WORK ITEM:
Which lines of the data include the string "hatch"? List them all.

=-=-=-=-=

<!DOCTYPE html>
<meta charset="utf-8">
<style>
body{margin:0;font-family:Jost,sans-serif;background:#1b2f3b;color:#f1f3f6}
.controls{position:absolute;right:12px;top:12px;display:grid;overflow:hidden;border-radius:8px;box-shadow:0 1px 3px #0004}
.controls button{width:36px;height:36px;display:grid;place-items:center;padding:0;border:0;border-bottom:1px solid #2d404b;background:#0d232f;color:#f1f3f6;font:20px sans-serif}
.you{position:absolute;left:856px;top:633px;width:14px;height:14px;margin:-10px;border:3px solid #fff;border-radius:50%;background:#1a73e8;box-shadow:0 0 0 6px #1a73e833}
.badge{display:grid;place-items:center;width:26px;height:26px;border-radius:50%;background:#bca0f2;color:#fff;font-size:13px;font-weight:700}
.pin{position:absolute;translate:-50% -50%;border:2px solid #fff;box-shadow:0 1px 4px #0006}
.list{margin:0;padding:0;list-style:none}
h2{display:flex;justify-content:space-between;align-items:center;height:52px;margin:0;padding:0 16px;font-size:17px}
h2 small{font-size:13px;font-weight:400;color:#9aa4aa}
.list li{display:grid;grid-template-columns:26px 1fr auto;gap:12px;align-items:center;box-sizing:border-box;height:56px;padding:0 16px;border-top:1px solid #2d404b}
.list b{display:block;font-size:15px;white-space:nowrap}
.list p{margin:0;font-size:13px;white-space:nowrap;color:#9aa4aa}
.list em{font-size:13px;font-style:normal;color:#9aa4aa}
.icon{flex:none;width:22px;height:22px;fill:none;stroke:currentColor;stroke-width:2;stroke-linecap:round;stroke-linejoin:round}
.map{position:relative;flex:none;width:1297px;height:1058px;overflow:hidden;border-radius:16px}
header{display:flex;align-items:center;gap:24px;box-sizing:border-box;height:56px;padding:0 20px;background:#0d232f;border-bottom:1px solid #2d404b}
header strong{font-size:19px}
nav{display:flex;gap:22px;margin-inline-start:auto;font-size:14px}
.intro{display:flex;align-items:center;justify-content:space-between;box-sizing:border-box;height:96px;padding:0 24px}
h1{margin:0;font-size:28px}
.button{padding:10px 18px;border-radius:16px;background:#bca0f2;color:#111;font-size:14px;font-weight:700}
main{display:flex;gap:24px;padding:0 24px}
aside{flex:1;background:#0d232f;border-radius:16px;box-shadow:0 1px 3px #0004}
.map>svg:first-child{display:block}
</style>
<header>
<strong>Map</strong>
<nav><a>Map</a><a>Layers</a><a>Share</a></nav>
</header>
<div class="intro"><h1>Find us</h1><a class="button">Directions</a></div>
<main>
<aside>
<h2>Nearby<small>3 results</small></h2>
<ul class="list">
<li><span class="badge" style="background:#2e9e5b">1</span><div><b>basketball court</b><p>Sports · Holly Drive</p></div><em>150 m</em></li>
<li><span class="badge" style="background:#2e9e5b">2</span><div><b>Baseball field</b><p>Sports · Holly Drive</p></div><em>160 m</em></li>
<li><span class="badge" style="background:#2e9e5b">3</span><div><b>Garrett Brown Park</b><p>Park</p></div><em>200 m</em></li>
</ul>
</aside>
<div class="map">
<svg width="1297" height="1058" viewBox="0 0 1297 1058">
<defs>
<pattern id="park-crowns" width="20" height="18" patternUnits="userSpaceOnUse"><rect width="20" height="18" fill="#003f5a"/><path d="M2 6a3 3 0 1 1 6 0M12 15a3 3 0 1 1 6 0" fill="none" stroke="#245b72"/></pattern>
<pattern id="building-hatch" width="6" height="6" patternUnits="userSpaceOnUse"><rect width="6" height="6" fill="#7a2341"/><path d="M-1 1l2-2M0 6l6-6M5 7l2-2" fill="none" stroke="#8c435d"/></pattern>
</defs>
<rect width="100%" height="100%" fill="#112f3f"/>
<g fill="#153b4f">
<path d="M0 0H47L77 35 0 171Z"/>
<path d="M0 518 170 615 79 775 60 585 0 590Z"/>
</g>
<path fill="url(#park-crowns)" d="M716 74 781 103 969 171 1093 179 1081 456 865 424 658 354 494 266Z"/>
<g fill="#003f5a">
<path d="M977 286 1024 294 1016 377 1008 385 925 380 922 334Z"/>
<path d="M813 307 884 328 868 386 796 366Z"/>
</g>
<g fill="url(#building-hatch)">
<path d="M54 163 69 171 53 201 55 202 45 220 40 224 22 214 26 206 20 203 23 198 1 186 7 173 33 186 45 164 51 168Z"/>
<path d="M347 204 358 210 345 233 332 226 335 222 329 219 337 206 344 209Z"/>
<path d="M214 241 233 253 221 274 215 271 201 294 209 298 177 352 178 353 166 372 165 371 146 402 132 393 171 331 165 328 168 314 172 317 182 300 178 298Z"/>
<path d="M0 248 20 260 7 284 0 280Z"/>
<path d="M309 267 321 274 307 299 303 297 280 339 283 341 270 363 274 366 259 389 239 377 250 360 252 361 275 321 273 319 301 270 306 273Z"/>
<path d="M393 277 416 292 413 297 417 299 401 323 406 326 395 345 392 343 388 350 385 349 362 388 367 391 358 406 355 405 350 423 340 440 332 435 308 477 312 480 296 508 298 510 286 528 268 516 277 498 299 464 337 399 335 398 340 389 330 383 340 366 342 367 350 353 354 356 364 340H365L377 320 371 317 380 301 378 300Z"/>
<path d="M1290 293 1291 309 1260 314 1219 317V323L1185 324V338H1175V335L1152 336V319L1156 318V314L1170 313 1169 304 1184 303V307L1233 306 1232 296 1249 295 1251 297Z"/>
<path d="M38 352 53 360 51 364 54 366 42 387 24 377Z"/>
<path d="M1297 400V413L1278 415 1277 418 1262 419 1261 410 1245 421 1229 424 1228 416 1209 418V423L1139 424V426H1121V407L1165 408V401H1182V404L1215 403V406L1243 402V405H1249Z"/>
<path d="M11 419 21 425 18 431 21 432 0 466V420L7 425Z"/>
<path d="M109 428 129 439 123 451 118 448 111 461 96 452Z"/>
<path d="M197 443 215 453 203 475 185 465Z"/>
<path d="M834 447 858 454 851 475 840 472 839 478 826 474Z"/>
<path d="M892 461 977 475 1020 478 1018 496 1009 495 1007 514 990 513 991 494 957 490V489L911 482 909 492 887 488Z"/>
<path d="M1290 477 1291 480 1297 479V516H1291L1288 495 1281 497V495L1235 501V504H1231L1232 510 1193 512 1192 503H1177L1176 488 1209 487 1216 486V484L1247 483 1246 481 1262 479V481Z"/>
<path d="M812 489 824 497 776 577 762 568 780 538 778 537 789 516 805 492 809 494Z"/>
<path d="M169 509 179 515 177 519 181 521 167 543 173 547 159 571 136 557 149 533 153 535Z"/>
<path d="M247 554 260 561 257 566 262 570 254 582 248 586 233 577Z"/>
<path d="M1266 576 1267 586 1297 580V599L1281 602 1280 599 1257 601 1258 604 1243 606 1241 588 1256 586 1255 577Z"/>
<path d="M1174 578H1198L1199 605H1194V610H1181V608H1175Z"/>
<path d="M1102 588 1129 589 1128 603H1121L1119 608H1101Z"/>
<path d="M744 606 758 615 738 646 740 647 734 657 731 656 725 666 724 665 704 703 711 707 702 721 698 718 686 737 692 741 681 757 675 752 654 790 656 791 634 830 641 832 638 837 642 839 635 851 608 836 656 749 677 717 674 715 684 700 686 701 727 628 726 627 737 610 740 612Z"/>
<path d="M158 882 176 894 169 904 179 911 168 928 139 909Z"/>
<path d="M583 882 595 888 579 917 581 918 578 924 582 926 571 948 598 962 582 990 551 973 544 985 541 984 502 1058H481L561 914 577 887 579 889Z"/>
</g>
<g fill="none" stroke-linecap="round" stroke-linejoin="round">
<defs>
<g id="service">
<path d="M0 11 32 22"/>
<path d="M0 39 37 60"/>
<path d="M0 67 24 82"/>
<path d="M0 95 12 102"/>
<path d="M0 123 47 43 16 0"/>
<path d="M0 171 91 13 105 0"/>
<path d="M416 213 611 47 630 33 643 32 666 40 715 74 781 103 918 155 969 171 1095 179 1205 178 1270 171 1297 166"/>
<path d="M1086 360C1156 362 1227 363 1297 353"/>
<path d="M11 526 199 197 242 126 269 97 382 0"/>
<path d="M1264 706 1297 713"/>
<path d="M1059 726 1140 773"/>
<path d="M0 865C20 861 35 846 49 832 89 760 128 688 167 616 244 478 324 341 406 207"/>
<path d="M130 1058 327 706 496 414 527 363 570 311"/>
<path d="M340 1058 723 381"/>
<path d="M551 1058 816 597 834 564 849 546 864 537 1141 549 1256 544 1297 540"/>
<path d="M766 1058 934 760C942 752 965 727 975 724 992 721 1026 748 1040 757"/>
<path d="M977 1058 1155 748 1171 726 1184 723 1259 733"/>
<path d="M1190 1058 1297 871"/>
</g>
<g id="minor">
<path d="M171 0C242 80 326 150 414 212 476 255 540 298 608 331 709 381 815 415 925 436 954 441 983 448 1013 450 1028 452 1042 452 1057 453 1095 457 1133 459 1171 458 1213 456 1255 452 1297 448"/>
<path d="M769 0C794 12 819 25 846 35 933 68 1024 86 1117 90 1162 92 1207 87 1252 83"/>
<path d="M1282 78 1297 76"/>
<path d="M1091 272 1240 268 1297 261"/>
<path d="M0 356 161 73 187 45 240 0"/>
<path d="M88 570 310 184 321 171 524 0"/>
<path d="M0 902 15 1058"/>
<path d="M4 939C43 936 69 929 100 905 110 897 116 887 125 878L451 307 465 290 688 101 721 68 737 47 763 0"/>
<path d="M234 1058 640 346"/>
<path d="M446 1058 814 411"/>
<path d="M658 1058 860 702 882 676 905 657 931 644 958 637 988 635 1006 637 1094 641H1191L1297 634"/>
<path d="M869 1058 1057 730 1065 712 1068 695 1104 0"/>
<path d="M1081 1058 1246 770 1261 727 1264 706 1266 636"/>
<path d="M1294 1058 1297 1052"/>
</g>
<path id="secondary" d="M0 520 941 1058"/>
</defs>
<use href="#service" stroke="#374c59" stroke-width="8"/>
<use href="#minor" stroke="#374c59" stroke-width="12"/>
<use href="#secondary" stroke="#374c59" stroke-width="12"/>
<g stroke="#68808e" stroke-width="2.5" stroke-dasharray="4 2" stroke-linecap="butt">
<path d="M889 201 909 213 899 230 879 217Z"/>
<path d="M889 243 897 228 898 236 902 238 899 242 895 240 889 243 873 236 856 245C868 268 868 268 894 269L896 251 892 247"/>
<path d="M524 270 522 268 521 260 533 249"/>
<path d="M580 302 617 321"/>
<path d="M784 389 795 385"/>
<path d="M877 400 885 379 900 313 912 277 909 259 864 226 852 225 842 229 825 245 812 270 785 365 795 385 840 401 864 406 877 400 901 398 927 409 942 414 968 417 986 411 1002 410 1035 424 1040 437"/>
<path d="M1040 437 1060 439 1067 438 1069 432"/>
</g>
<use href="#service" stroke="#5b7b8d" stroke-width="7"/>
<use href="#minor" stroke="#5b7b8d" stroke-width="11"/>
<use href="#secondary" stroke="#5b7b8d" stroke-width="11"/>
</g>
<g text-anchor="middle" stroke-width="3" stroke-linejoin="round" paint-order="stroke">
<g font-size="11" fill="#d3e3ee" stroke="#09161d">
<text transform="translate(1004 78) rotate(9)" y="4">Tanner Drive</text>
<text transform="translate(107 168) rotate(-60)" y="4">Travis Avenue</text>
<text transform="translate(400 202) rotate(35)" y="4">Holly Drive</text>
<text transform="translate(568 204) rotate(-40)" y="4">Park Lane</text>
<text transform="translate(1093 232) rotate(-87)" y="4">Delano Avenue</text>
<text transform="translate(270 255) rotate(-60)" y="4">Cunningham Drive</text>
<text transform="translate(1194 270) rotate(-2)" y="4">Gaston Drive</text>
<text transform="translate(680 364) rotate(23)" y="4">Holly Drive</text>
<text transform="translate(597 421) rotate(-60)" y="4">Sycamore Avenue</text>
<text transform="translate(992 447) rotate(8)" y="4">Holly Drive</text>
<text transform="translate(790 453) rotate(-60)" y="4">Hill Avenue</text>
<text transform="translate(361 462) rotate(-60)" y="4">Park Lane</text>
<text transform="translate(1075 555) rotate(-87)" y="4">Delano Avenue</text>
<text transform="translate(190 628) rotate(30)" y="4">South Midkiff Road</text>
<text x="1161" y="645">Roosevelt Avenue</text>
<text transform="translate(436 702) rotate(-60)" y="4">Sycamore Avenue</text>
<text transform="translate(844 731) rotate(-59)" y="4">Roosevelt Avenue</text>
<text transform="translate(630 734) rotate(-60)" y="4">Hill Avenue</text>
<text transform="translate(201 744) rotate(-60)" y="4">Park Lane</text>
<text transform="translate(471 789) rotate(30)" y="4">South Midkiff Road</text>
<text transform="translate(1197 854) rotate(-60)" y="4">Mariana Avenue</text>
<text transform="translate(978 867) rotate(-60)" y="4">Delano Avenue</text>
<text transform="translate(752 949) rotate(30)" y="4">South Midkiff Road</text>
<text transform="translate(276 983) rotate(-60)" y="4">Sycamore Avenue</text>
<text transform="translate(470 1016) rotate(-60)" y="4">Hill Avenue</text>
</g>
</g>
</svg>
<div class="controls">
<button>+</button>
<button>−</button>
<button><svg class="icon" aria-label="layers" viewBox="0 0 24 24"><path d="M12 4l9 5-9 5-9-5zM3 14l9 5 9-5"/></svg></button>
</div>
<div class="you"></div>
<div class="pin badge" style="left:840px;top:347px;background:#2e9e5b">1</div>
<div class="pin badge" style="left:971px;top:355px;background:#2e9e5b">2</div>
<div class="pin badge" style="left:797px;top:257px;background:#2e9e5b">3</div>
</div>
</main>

=-=-=-=-=

RESULT:
<pattern id="building-hatch" width="6" height="6" patternUnits="userSpaceOnUse"><rect width="6" height="6" fill="#7a2341"/><path d="M-1 1l2-2M0 6l6-6M5 7l2-2" fill="none" stroke="#8c435d"/></pattern>
<g fill="url(#building-hatch)">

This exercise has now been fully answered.